Where the 1960 film features little visual bloodletting in its murder sequences, Van Sant's film features more explicit violence, particularly during Marion Crane's murder sequence in the shower: in Van Sant's film, blood is shown streaming down the shower wall tiles, as well as visible stab wounds to Crane's back as she collapses in the bathtub.

During the scene where Norman Bates spies on Marion through a peephole as she undresses, it is made explicit that Bates is masturbating through the use of sound effects as well as Vaughn's performance, which suggests Bates's voyeuristic encounter ends in him having an orgasm; in the 1960 film, the sequence consists merely of Bates observing, with no suggestion that he is masturbating.

Van Sant also employed several surreal subliminal images that were edited into the film's murder sequences, likened by horror writer Charles Derry as "surreal memory fragments" that "flash" before the characters' eyes as they die.

==Soundtrack==

The film's soundtrack, Psycho: Music from and Inspired by the Motion Picture, included Danny Elfman's re-recordings of some of Bernard Herrmann's score for the original film, along with a collection of songs in genres from country to drum and bass, connected mainly by titles containing "psycho" or other death or insanity-related words. Many of the songs were recorded specifically for the soundtrack, and included a sampling of Herrmann's score composed by Elfman. The soundtrack also includes the track "Living Dead Girl" by Rob Zombie, which can be heard during the film when Marion trades in her old car for a new one.

==Release==
===Box office===
Psycho was released theatrically in the United States on December 4, 1998, in 2,477 theaters, ranking at number two at the domestic box office below A Bug's Life with a weekend gross of $10,031,850. It went on to earn a total of $37,141,130 in the worldwide box office, $21,456,130 domestically. The film's production budget was an estimated $25 million; while promoting his 2002 film Gerry, Van Sant said he thought the producers "broke even" financially.

===Critical reception===

If there was ever a film crying out not to be made, this is that film. No need to have this remake.
— —Roger Ebert, criticizing the film

 Metacritic, which uses a weighted average, assigned the film a score of 47 out of 100, based on 23 critics, indicating "mixed or average" reviews. Audiences polled by CinemaScore gave the film an average grade of "C−" on an A+ to F scale.

Literary critic Camille Paglia commented that the only reason to watch it was "to see Anne Heche being assassinated" and that "it should have been a much more important work and event than it was". At the 1998 Stinkers Bad Movie Awards, the film was cited as one of 37 dishonourable mentions for Worst Picture. Universal Pictures received the Founders Award "for even thinking the moviegoing public would line up and pay to see a shot-for-shot remake of Psycho".

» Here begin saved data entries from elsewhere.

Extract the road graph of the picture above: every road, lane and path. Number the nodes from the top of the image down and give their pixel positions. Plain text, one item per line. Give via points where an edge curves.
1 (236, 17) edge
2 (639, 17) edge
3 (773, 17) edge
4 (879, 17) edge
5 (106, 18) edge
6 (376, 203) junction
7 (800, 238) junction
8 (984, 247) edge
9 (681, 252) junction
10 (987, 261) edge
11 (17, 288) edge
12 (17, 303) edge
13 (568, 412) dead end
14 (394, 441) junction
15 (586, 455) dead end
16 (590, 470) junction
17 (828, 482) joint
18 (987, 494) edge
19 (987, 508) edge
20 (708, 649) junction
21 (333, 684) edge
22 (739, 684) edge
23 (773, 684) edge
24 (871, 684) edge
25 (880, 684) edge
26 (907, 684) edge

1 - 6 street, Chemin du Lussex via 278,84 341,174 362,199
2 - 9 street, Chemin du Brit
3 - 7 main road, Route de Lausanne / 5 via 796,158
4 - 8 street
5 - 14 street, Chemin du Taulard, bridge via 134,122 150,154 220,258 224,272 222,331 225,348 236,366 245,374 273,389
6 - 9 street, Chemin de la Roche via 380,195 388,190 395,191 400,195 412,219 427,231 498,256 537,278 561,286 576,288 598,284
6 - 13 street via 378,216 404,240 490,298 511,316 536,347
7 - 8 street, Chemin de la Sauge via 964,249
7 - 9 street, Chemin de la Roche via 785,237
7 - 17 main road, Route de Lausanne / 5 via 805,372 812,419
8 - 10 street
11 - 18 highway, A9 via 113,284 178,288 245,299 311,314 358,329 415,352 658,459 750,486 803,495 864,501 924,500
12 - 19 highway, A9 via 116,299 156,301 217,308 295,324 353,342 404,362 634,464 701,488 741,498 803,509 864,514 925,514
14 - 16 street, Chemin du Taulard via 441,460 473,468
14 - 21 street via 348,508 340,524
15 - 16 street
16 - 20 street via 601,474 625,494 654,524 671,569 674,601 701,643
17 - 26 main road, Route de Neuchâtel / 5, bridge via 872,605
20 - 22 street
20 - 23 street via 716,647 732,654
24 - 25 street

Film critic Roger Ebert, who gave the film one-and-a-half stars, noted that the addition of a masturbation scene was "appropriate, because this new Psycho evokes the real thing in an attempt to re-create remembered passion". He thought Vaughn was miscast, unable to capture the "secret pool of madness" in the character of Norman Bates, and Heche was guilty of overacting. Ebert wrote that the film "is an invaluable experiment in the theory of cinema, because it demonstrates that a shot-by-shot remake is pointless; genius apparently resides between or beneath the shots, or in chemistry that cannot be timed or counted".
Janet Maslin remarks that it is an "artful, good-looking remake (a modest term, but it beats plagiarism) that shrewdly revitalizes the aspects of the real Psycho (1960) that it follows most faithfully but seldom diverges seriously or successfully from one of the cinema's most brilliant blueprints"; she noted that the "absence of anything like Anthony Perkins's sensational performance with that vitally birdlike presence and sneaky way with a double-entendre ('A boy's best friend is his mother') is the new film's greatest weakness".

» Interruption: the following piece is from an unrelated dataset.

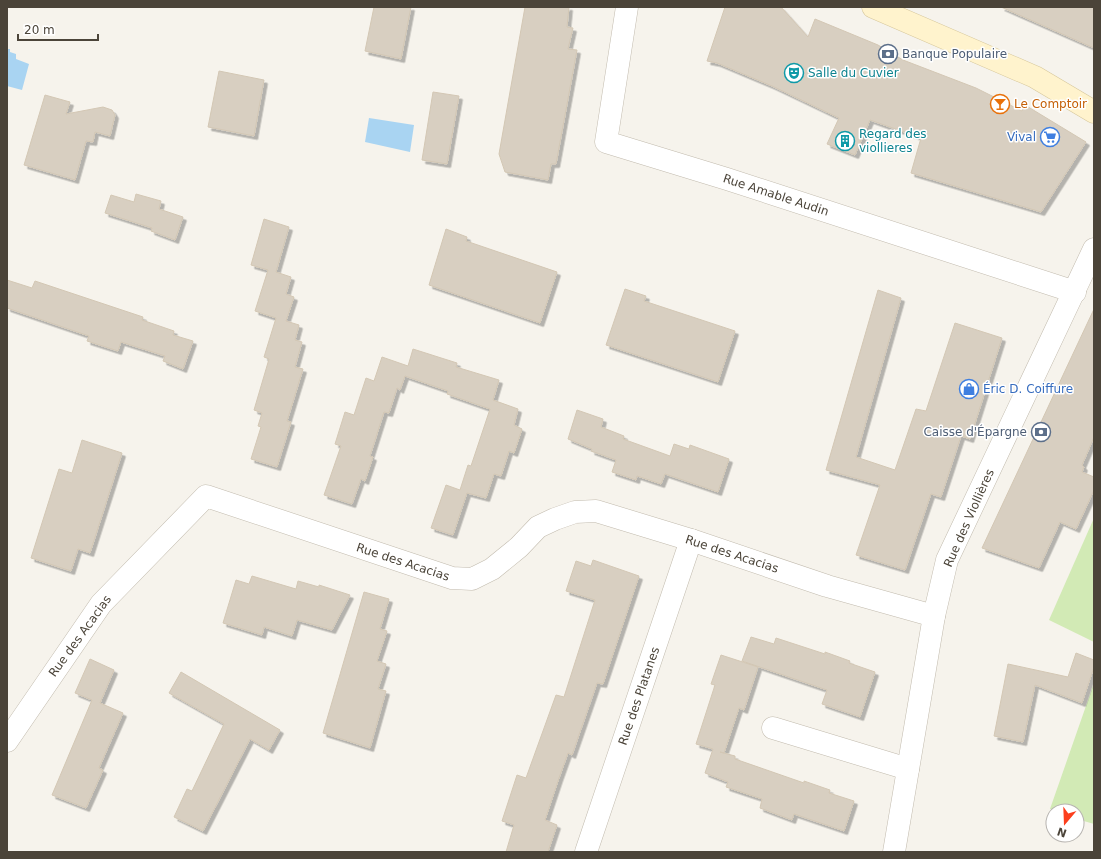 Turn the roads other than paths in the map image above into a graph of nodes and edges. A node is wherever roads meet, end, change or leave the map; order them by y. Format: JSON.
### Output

Eugene Novikov for Film Blather admired the film, saying that he enjoyed the remake more than the original film. Jonathan Romney of The Guardian also championed the film, writing: "Somehow, Van Sant has managed to spin a big-budget studio project into a piece of conceptual art, a provocative inquiry into the nature of cinematic originality. It's not the full-on 'queer Psycho that Van Sant fans predicted, but it is an extraordinary drag act".

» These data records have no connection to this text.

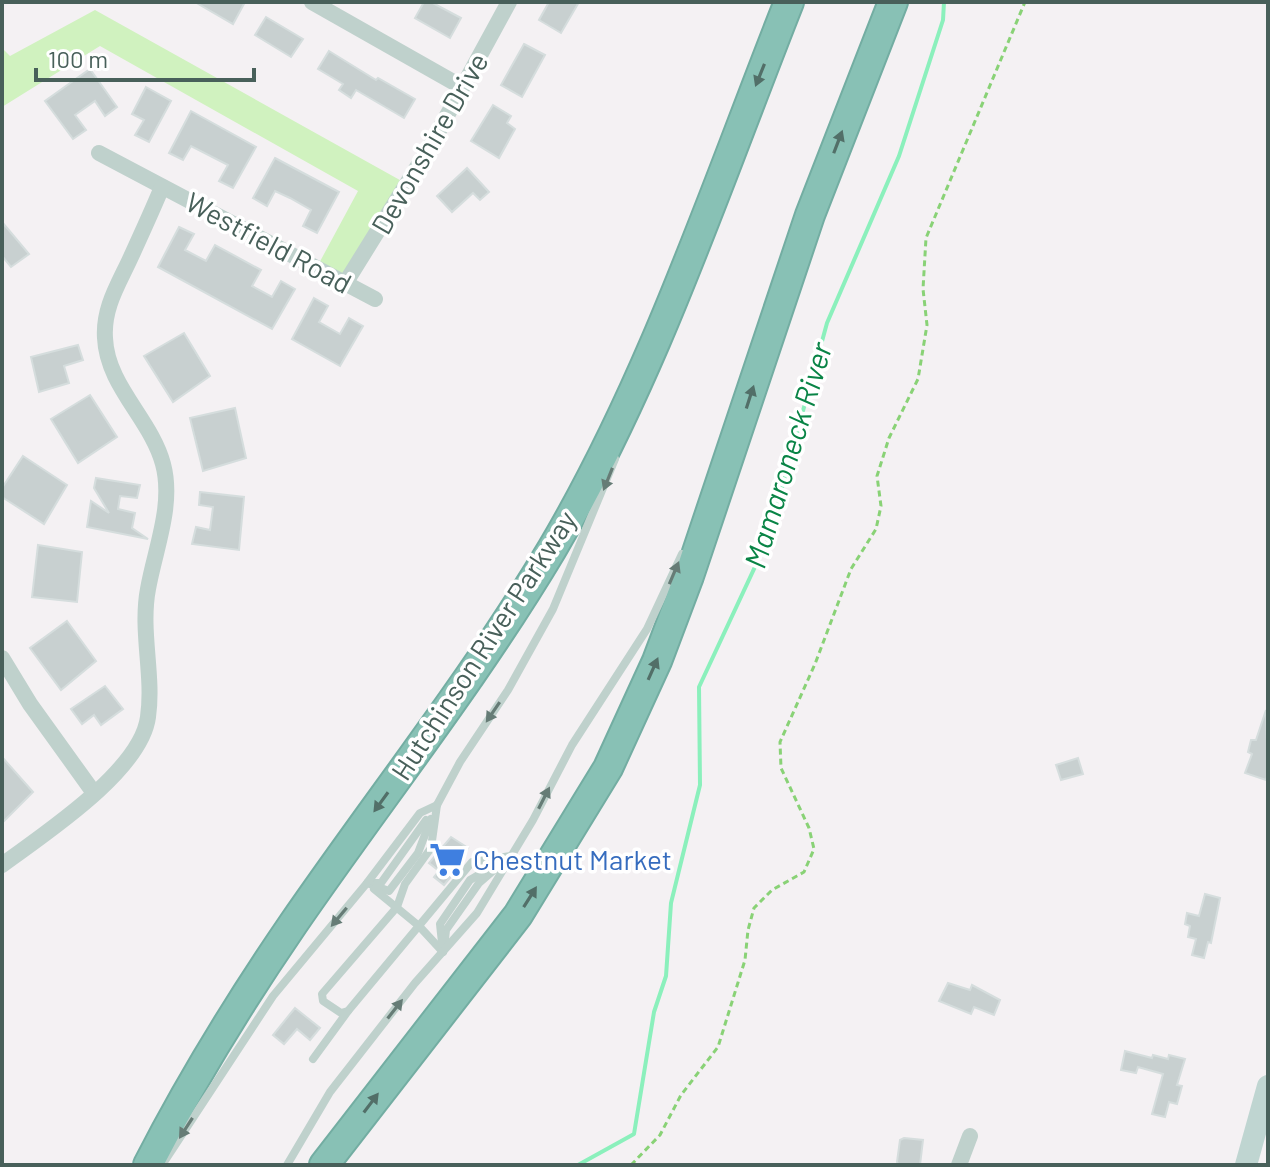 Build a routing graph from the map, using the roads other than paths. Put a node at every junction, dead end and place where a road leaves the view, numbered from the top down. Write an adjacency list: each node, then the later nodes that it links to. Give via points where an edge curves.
1 (312, 2): 5 (street)
2 (509, 2): 5 (street, Devonshire Drive)
3 (789, 2): 10 (highway, Hutchinson River Parkway, one-way to 10)
4 (892, 3): 12 (highway, one-way to 4, via 810,215)
5 (462, 87): 8 (street, Devonshire Drive)
6 (99, 153): 7 (street, Westfield Road)
7 (162, 187): 8 (street, Westfield Road); 17 (street, Westfield Road, via 109,301 105,324 109,363 143,418 166,475 148,591 148,718 126,764)
8 (346, 282): 9 (street, Westfield Road)
9 (375, 299)
10 (671, 300): 11 (lane); 29 (highway, Hutchinson River Parkway, one-way to 29, via 624,409 552,547 419,749 291,926)
11 (625, 433)
12 (738, 434): 14 (lane); 32 (highway, one-way to 12, via 518,915 608,768 657,661)
13 (620, 446): 18 (lane, one-way to 18, via 553,609)
14 (698, 518)
15 (686, 545): 19 (lane, one-way to 15, via 572,745 647,629)
16 (2, 658): 17 (street)
17 (94, 793): 20 (street, Westfield Road)
18 (437, 805): 21 (lane, via 420,813); 21 (lane, via 418,853 389,891); 22 (lane, via 431,848 405,884)
19 (511, 856): 23 (lane, via 472,862); 24 (lane, via 477,913); 24 (lane, via 470,880 440,924)
20 (4, 861)
21 (367, 883): 22 (lane); 30 (lane, one-way to 30, via 273,996)
22 (397, 907): 23 (lane); 25 (lane, via 322,994 323,1001 341,1013)
23 (419, 926): 24 (lane); 25 (lane)
24 (443, 952): 31 (lane, one-way to 24, via 330,1092)
25 (348, 1011): 26 (lane)
26 (313, 1059)
27 (1268, 1086): 34 (street)
28 (970, 1136): 33 (street)
29 (148, 1165)
30 (162, 1165)
31 (287, 1165)
32 (324, 1165)
33 (959, 1165)
34 (1246, 1165)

Leonard Maltin's Movie Guide classified the film as a "bomb", compared to the four-out-of-four stars he gave the original. He describes it as a "slow, stilted, completely pointless scene-for-scene remake of the Hitchcock classic (with a few awkward new touches to taint its claim as an exact replica)". He ultimately calls it "an insult, rather than a tribute, to a landmark film...What promised to be Drugstore Cowboys answer to Hitchcock' is more like Hitchcock's answer to Even Cowgirls Get the Blues."

===Accolades===
At the 19th Golden Raspberry Awards, the film was awarded two Golden Raspberry Awards (or "Razzies"), for Worst Remake or Sequel (Note: Tied with Godzilla and The Avengers. It is the only three-way tie in the show's history.) and Worst Director for Gus Van Sant, while Anne Heche was nominated for Worst Actress, where she lost the trophy to the Spice Girls for Spice World. Contrastingly, at the 25th Saturn Awards the film was nominated for the Saturn Awards of Best Supporting Actress for Heche and Best Writing for Joseph Stefano.

===Home media===
Universal Pictures Home Entertainment released Psycho on VHS and in a collector's edition DVD on June 8, 1999. In June 2017, Scream Factory released the film on Blu-ray for the first time, which featured a new critical audio commentary, as well as the bonus materials included on Universal's 1999 DVD release.

==Legacy==
A number of critics and writers viewed Van Sant's version as an experiment in shot-for-shot remakes.

Screenwriter Joseph Stefano, who wrote the original script that was carried over to the remake, thought that although she spoke the same lines, Heche portrays Crane as an entirely different character.

Van Sant later called the film an experiment in appropriation - "If I hold a camera, it's different than if Irving Penn holds it. Even if it's in the same place, it will magically take on his character." One favorable take on the film came from an LA Weekly retrospective article published in 2013, in which writer Vern stated that the film was misunderstood as a commercially motivated film when it was in fact an "experiment" and this was the reason for the poor reception. Vern concluded that "experiments don't always have to work to be worth doing".

The film received a favorable blessing from Hitchcock's daughter Pat Hitchcock, who stated that her father would have been flattered by the remake of his original work.

===Psychos===
On February 24, 2014, a mashup of Alfred Hitchcock and Van Sant's versions of Psycho appeared on Steven Soderbergh's Extension 765 website. Retitled Psychos and featuring no explanatory text, the recut appears to be a fan edit of the two films by Soderbergh. The opening credits intermingle names from both the 1960 and 1998 versions, and all color has been removed from Van Sant's scenes with the exception of the infamous shower scene.